_TASK DIRECTIONS_. Write out all entries word for word.

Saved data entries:
○ ○ ○ ○ ○ ○ ○

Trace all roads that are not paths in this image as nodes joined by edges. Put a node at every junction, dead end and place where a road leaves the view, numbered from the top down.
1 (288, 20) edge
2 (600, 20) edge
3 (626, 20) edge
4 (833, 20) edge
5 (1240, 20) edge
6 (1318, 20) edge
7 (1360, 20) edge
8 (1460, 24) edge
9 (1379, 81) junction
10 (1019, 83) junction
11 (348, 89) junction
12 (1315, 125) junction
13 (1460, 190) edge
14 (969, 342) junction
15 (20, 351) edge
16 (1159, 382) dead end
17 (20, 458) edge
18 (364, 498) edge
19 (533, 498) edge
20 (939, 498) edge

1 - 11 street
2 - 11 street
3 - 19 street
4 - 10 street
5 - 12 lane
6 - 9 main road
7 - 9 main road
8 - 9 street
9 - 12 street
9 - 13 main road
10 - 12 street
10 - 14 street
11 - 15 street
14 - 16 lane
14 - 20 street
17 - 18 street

○ ○ ○ ○ ○ ○ ○

_ANSWER FOR THE TASK_.
Trace all roads that are not paths in this image as nodes joined by edges. Put a node at every junction, dead end and place where a road leaves the view, numbered from the top down.
1 (288, 20) edge
2 (600, 20) edge
3 (626, 20) edge
4 (833, 20) edge
5 (1240, 20) edge
6 (1318, 20) edge
7 (1360, 20) edge
8 (1460, 24) edge
9 (1379, 81) junction
10 (1019, 83) junction
11 (348, 89) junction
12 (1315, 125) junction
13 (1460, 190) edge
14 (969, 342) junction
15 (20, 351) edge
16 (1159, 382) dead end
17 (20, 458) edge
18 (364, 498) edge
19 (533, 498) edge
20 (939, 498) edge

1 - 11 street
2 - 11 street
3 - 19 street
4 - 10 street
5 - 12 lane
6 - 9 main road
7 - 9 main road
8 - 9 street
9 - 12 street
9 - 13 main road
10 - 12 street
10 - 14 street
11 - 15 street
14 - 16 lane
14 - 20 street
17 - 18 street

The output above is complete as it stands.